WikiLeaks founder Assange holds news conference at the Geneva Press Club in Geneva
Julian Assange, founder of WikiLeaks, which has made public about 500,000 classified U.S. files on the wars in Iraq and Afghanistan, holds a news conference at the Geneva Press Club in Geneva, November 4, 2010, the day before the United Nation's Human Rights Council examines the U.S. human rights record in its universal periodic review programme. REUTERS

A new website backed by Daniel Ellsberg, leaker of the Pentagon Papers, and free Internet advocate John Perry Barlow is raising funds for embattled WikiLeaks, Julian Assange's controversial site that publishes secret governmental documents without permission.

Assange, an Australian, is currently living in the embassy of Ecuador in London seeking to avoid extradition to Sweden, where he has been charged with rape and molestation. Assange, 41, has denied the charges. He said Sunday he's also fearful of extradition to the U.S. if he's deported to Sweden first.

After WikiLeaks divulged millions of classified government documents in November 2010 involving the U.S. and other countries, its online fundraising was blocked by Visa (NYSE:V), Mastercard Inc. (NYSE:MA) and the PayPal unit of eBay (NASDAQ:EBAY). Then the charges against Assange were brought in Sweden.

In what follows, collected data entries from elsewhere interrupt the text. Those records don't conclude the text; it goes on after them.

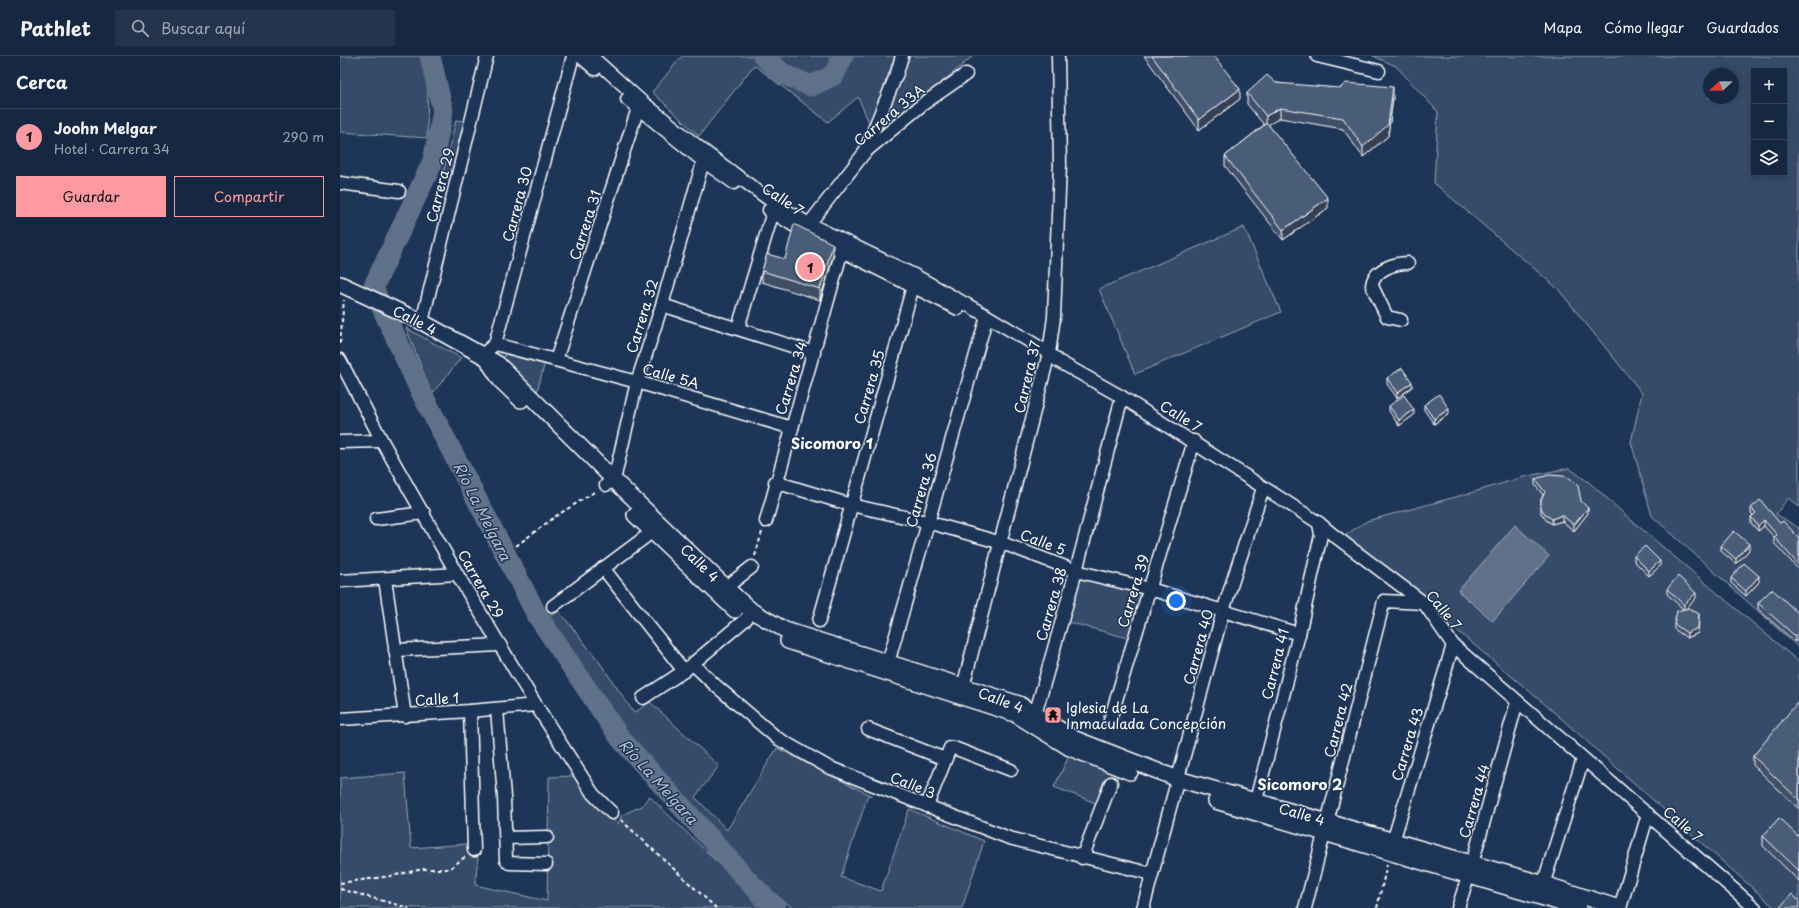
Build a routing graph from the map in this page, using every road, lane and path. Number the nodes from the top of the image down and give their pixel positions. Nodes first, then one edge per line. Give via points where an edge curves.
1 (487, 56) edge
2 (573, 56) edge
3 (580, 56) edge
4 (591, 56) edge
5 (902, 56) edge
6 (1058, 56) edge
7 (1317, 56) edge
8 (1379, 71) dead end
9 (966, 74) dead end
10 (639, 105) junction
11 (865, 152) junction
12 (704, 157) junction
13 (340, 183) edge
14 (399, 192) dead end
15 (774, 208) junction
16 (808, 224) junction
17 (844, 246) junction
18 (1408, 263) dead end
19 (915, 281) junction
20 (343, 285) edge
21 (662, 305) junction
22 (986, 319) junction
23 (1401, 320) dead end
24 (422, 322) junction
25 (738, 328) junction
26 (340, 343) edge
27 (495, 344) junction
28 (814, 353) junction
29 (485, 357) junction
30 (1051, 358) junction
31 (340, 360) edge
32 (556, 360) junction
33 (637, 382) junction
34 (1122, 397) junction
35 (792, 428) junction
36 (382, 441) junction
37 (1194, 441) junction
38 (340, 442) edge
39 (776, 482) junction
40 (610, 483) junction
41 (1263, 488) junction
42 (851, 505) junction
43 (424, 513) junction
44 (376, 519) dead end
45 (766, 521) joint
46 (927, 522) junction
47 (1319, 523) junction
48 (652, 532) junction
49 (1002, 543) junction
50 (516, 546) dead end
51 (752, 567) joint
52 (603, 568) junction
53 (1076, 571) junction
54 (457, 574) junction
55 (385, 579) junction
56 (340, 581) edge
57 (1150, 589) junction
58 (721, 590) junction
59 (1424, 603) junction
60 (553, 606) dead end
61 (1223, 611) junction
62 (749, 615) junction
63 (819, 621) dead end
64 (1299, 634) junction
65 (500, 645) junction
66 (1453, 645) junction
67 (395, 650) junction
68 (688, 667) junction
69 (887, 668) junction
70 (962, 691) junction
71 (643, 698) dead end
72 (1517, 702) junction
73 (536, 705) junction
74 (497, 709) junction
75 (470, 711) junction
76 (405, 716) junction
77 (340, 719) edge
78 (1034, 720) junction
79 (1110, 720) dead end
80 (868, 729) dead end
81 (945, 759) junction
82 (1583, 759) junction
83 (1011, 770) dead end
84 (1111, 783) dead end
85 (1177, 784) junction
86 (927, 806) junction
87 (1254, 806) junction
88 (612, 813) joint
89 (1648, 814) junction
90 (1326, 827) junction
91 (547, 837) dead end
92 (506, 838) junction
93 (1392, 846) junction
94 (474, 850) joint
95 (1082, 858) junction
96 (546, 864) dead end
97 (1470, 870) junction
98 (1152, 874) junction
99 (340, 883) edge
100 (340, 889) edge
101 (1542, 890) junction
102 (409, 908) edge
103 (716, 908) edge
104 (1143, 908) edge
105 (1305, 908) edge
106 (1377, 908) edge
107 (1458, 908) edge
108 (1578, 908) edge
109 (1620, 908) edge
110 (1755, 908) edge

1 - 24 street, Carrera 29
2 - 27 street, Carrera 30
3 - 10 street, Calle 7
4 - 10 street, Calle 7
5 - 11 street
6 - 30 street, Carrera 37 via 1060,165
7 - 8 street
9 - 11 street, Carrera 33A via 923,104
10 - 12 street, Calle 7
10 - 32 street, Carrera 31
11 - 16 street, Carrera 33A
12 - 15 street, Calle 7
12 - 21 street, Carrera 32
13 - 14 street
15 - 16 street, Calle 7
15 - 17 street, Calle 7 via 804,232
15 - 25 street
16 - 17 street, Calle 7
17 - 19 street, Calle 7
17 - 28 street, Carrera 34
18 - 23 street via 1389,266 1375,278 1372,286 1387,316
19 - 22 street, Calle 7
19 - 42 street, Carrera 35
20 - 24 main road, Calle 4
20 - 26 path
21 - 25 street
21 - 33 street, Carrera 32
22 - 30 street, Calle 7
22 - 46 street, Carrera 36
24 - 29 main road, Calle 4
25 - 28 street
27 - 29 street
27 - 32 street, Calle 5A
28 - 35 street, Carrera 34
29 - 40 main road, Calle 4 via 507,372
30 - 34 street, Calle 7
30 - 49 street, Carrera 37
31 - 36 street, Carrera 29
32 - 33 street, Calle 5A
33 - 35 street, Calle 5A
33 - 40 street, Carrera 32
34 - 37 street, Calle 7
34 - 53 street, Carrera 38
35 - 39 street, Carrera 34
36 - 38 street
36 - 43 street, Carrera 29
37 - 41 street, Calle 7
37 - 57 street, Carrera 39
39 - 42 street, Calle 5
39 - 45 street, Carrera 34
40 - 48 main road, Calle 4
40 - 50 path via 556,516
40 - 58 main road, Calle 4
41 - 47 street, Calle 7
41 - 61 street, Carrera 40
42 - 46 street, Calle 5
42 - 63 street, Carrera 35
43 - 44 street
43 - 54 street, Carrera 29
45 - 51 path
46 - 49 street, Calle 5
46 - 69 street, Carrera 36
47 - 59 street, Calle 7
47 - 64 street, Carrera 41 via 1321,535
48 - 52 street
48 - 58 main road, Calle 4
49 - 53 street, Calle 5
49 - 70 street, Carrera 37
51 - 58 street
52 - 60 street
52 - 68 street, Calle 3
53 - 57 street, Calle 5
53 - 78 street, Carrera 38
54 - 55 street
54 - 65 street, Carrera 29
55 - 56 street
55 - 67 street
57 - 61 street, Calle 5
57 - 79 street, Carrera 39
58 - 62 main road, Calle 4
59 - 66 street, Calle 7
59 - 90 street, Carrera 42 via 1384,601
61 - 64 street, Calle 5
61 - 85 street, Carrera 40
62 - 68 street
62 - 69 main road, Calle 4
64 - 87 street, Carrera 41
65 - 67 street
65 - 73 street, Carrera 29
66 - 72 street, Calle 7
66 - 93 street, Carrera 43
67 - 76 street
68 - 71 street
68 - 86 street, Calle 3 via 715,684 777,738 828,767
69 - 70 main road, Calle 4
70 - 78 main road, Calle 4 via 1019,704
72 - 82 street, Calle 7
72 - 97 street, Carrera 44
73 - 74 street, Calle 1
73 - 88 street, Carrera 29 via 593,794
74 - 75 street, Calle 1
74 - 92 street
75 - 76 street, Calle 1
75 - 94 street
76 - 77 street, Calle 1
78 - 85 main road, Calle 4
80 - 81 street
81 - 83 street via 950,748 954,748
81 - 86 street
82 - 89 street, Calle 7
82 - 101 street
84 - 95 street
85 - 87 main road, Calle 4
85 - 98 street, Carrera 40
86 - 95 street, Calle 3 via 1009,838
87 - 90 main road, Calle 4
88 - 103 path
89 - 109 street
89 - 110 street, Calle 7
90 - 93 main road, Calle 4
90 - 105 street, Carrera 42
91 - 92 street
92 - 96 street via 507,862
93 - 97 main road, Calle 4
93 - 106 path
94 - 99 path via 449,869 423,870
95 - 98 street, Calle 3
97 - 101 main road, Calle 4
97 - 107 street, Carrera 44
98 - 104 street, Carrera 40
100 - 102 path
101 - 108 main road, Calle 4
101 - 109 main road, Calle 4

Now, through the new Freedom of the Press Foundation, Ellsberg, Barlow, actor John Cusack and others have created a new site, www.pressfreedomfoundation.org, to funnel cash to WikiLeaks and other groups including the National Security Archive, Muck Rock News and The UpTake, all of which support disclosure of classified materials.

“WikiLeaks has suffered under a financial blockade” by the other online payment sites, the foundation said. It hailed the site's release of classified government cables exposing the “collateral murder” of civilians in 2008 in Iraq, more than 250,000 U.S. diplomatic cables “which revealed the agendas of powerful groups throughout the world,” and more than 2 million e-mails from Syrian political leaders from 2006 through 2012.

The foundation also said it plans to create a newsletter to advocate for “transparency journalism” and other journalism issues.

Nominally operated by the Foundation for National Progress in San Francisco, the website reminds prospective donors that their identities will likely become known to their payment processor, so it also provides an address to which “anonymous contributions” can be mailed.

“Although we make good faith efforts to store information” securely, it said, “we cannot guarantee complete security.”

The foundation doesn't provide an online indicator of receipts since it went live on Dec. 16.

Shares of Visa rose 68 cents to $149.81, while those of Mastercard rose $1.08 to $490.40 in Tuesday trading.